7 Steps to Managing Your Time Effectively


by Everett Williams

When you work a 9-5 job, your boss tells you what to do and when to do it. But when you have your own business, you're the boss! You have to decide what to do and when to do it. Here's a simple 7-step formula for making a schedule you can live with while making sure you accomplish all the tasks you need to run your business successfully.

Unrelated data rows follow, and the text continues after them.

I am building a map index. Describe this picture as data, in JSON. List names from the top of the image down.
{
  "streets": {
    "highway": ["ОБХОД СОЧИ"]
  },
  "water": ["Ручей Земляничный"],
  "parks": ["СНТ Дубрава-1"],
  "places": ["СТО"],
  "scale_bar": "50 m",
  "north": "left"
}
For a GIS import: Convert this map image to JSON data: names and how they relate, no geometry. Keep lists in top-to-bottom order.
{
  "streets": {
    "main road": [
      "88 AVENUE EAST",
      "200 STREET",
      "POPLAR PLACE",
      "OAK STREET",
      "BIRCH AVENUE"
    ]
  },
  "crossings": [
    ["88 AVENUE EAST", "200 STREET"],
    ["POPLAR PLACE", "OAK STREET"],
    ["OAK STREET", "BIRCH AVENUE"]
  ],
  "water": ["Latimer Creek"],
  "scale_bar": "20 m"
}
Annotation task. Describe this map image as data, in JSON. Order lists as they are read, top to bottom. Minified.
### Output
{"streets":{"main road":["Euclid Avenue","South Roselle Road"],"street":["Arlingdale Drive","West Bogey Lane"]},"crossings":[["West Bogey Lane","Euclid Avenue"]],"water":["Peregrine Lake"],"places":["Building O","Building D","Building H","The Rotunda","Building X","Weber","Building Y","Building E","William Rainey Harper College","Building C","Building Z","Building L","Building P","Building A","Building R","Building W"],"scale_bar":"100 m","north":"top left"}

  1. List all the tasks that you need to do this week to manage and promote your business. If you're an auction seller, you might need to buy merchandise, write descriptions, take photos, list your auctions, and make shipments. If you're a net marketer, you might need to make pay-per-click bids, post to your favorite forums, research your new ebook, and write your weekly ezine. These are just short lists, but they show the kind of tasks you might put on yours.
  2. Look at your list of tasks and see if any need to be broken down further. For example, if you make forum postings one day, you will want to check back later to see if there are any responses. These are really two separate tasks. Auction sellers need to buy merchandise. To do this, you might need to visit garage sales, attend an auction, and check the discount stores for closeouts. Make sure that your list doesn't have two or more jobs lumped together as one.
  3. Now take your task list and check any items that need to be done more than once. Then write down how often you need to do that task. Auction sellers might list auctions on Thursday and Sunday. That is two jobs, not one. Net marketers might write an ebook chapter each day. In that case, each chapter is another task for your list.
  4. Next, mark down any tasks that have to be done on a particular day. Many auction sellers go to garage sales and auctions to find merchandise. These are often on Saturdays. Many ezine writers like to send their ezines out on Fridays. The more jobs like this you have, the less flexibility you have in making your final schedule.
  5. Here's the fun part. Take your calendar or schedule and write in the tasks that have to be done on certain days. Then look at the rest of your list and divide the jobs up as evenly as you can among the days that you plan to work. Make sure you take into account the amount of time and the amount of effort each job takes. If you know that putting together your ezine wipes you out, don't try to do another tough job that day. If you want to schedule another task or two that day, make it something that's easier for you, such as website maintenance.
  6. The next step is to look over the schedule you've made and ask yourself some questions. First, is everything included? Having your whole week's schedule in front of you may remind you of something you forgot. If you think of something, plug it in. Second, is any one day really tough or really easy? If you're a full time business person, you may want to even your days out. Part-timers, on the other hand, will probably want to make sure to have your easy days on workdays and hard days when you're off from your regular job. If you don't give your full time job your best effort, you may become a full time home business person sooner than you expected or wanted to. Third, is it realistic? Do you have the time and energy to accomplish all this? Don't be too easy on yourself, but, if you know you really can't do everything you scheduled, don't set yourself up for failure. Scale back your schedule to what you know you can get done.
  7. The final step is to work your plan. After all, this is what you say you need to do to make your business a success. So do it. The Home Business Persons Hall of Shame is filled with people who made big plans but never carried them out. Don't be one of them.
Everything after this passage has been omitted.